» **AIM OF THE TASK**:
Write out again only the lines running from the one that contains "Digitize the connectivity of every" to the end of the records below, including both the first and the last.

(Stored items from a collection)
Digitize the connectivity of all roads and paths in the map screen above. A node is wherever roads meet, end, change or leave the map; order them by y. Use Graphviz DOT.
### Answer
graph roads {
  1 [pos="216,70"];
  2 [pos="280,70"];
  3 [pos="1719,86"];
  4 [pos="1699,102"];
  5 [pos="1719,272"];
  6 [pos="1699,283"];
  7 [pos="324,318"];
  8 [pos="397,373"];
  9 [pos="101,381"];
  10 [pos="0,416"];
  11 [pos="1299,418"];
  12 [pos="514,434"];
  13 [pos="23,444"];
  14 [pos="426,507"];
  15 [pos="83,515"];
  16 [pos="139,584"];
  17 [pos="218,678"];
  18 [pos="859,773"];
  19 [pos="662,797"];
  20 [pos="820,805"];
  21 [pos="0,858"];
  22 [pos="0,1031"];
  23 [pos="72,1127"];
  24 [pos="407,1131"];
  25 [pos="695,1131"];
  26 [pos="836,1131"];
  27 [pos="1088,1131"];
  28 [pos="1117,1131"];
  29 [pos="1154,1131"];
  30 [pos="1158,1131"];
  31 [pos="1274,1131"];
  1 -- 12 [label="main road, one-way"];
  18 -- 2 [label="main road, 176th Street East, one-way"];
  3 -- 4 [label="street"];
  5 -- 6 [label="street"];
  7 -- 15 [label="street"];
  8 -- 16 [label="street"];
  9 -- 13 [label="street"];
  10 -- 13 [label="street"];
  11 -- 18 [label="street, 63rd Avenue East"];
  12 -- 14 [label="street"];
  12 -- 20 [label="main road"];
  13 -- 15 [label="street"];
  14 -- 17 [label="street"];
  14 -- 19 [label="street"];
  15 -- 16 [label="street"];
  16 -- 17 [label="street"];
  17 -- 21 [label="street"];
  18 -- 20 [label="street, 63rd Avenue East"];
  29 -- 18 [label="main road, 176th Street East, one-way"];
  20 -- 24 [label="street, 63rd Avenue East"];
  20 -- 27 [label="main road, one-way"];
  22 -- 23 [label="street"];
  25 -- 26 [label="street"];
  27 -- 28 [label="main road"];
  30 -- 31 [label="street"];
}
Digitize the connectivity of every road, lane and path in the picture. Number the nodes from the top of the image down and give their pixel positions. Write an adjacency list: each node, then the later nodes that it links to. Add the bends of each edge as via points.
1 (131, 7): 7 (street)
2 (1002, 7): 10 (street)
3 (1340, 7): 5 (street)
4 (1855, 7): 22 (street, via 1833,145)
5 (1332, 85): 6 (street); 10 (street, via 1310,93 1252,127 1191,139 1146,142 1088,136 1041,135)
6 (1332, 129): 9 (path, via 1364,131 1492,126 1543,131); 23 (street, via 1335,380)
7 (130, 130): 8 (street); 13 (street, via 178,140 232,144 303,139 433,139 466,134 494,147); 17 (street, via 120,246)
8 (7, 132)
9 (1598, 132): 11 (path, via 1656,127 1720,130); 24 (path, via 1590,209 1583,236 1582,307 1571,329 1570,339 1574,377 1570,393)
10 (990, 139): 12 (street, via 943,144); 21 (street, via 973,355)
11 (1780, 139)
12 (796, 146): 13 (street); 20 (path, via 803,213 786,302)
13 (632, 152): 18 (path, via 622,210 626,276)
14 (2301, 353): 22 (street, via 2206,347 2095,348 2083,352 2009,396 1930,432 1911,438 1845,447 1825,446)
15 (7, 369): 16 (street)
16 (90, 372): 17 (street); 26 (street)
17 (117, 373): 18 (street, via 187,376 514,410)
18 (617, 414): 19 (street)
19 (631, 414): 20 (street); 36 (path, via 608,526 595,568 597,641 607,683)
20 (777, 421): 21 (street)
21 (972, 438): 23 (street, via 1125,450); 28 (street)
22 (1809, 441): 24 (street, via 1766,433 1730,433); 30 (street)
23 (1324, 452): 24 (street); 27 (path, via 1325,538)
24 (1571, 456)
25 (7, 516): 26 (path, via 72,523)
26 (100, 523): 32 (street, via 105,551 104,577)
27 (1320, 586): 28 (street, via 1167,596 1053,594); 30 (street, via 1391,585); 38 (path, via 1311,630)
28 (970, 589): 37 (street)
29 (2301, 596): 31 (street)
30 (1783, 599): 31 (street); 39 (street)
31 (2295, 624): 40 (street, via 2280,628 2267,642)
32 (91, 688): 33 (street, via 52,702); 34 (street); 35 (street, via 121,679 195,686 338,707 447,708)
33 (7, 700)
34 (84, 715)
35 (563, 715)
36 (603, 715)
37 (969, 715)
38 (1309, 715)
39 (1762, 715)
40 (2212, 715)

» **SOLUTION TO THIS EXERCISE**:
Digitize the connectivity of every road, lane and path in the picture. Number the nodes from the top of the image down and give their pixel positions. Write an adjacency list: each node, then the later nodes that it links to. Add the bends of each edge as via points.
1 (131, 7): 7 (street)
2 (1002, 7): 10 (street)
3 (1340, 7): 5 (street)
4 (1855, 7): 22 (street, via 1833,145)
5 (1332, 85): 6 (street); 10 (street, via 1310,93 1252,127 1191,139 1146,142 1088,136 1041,135)
6 (1332, 129): 9 (path, via 1364,131 1492,126 1543,131); 23 (street, via 1335,380)
7 (130, 130): 8 (street); 13 (street, via 178,140 232,144 303,139 433,139 466,134 494,147); 17 (street, via 120,246)
8 (7, 132)
9 (1598, 132): 11 (path, via 1656,127 1720,130); 24 (path, via 1590,209 1583,236 1582,307 1571,329 1570,339 1574,377 1570,393)
10 (990, 139): 12 (street, via 943,144); 21 (street, via 973,355)
11 (1780, 139)
12 (796, 146): 13 (street); 20 (path, via 803,213 786,302)
13 (632, 152): 18 (path, via 622,210 626,276)
14 (2301, 353): 22 (street, via 2206,347 2095,348 2083,352 2009,396 1930,432 1911,438 1845,447 1825,446)
15 (7, 369): 16 (street)
16 (90, 372): 17 (street); 26 (street)
17 (117, 373): 18 (street, via 187,376 514,410)
18 (617, 414): 19 (street)
19 (631, 414): 20 (street); 36 (path, via 608,526 595,568 597,641 607,683)
20 (777, 421): 21 (street)
21 (972, 438): 23 (street, via 1125,450); 28 (street)
22 (1809, 441): 24 (street, via 1766,433 1730,433); 30 (street)
23 (1324, 452): 24 (street); 27 (path, via 1325,538)
24 (1571, 456)
25 (7, 516): 26 (path, via 72,523)
26 (100, 523): 32 (street, via 105,551 104,577)
27 (1320, 586): 28 (street, via 1167,596 1053,594); 30 (street, via 1391,585); 38 (path, via 1311,630)
28 (970, 589): 37 (street)
29 (2301, 596): 31 (street)
30 (1783, 599): 31 (street); 39 (street)
31 (2295, 624): 40 (street, via 2280,628 2267,642)
32 (91, 688): 33 (street, via 52,702); 34 (street); 35 (street, via 121,679 195,686 338,707 447,708)
33 (7, 700)
34 (84, 715)
35 (563, 715)
36 (603, 715)
37 (969, 715)
38 (1309, 715)
39 (1762, 715)
40 (2212, 715)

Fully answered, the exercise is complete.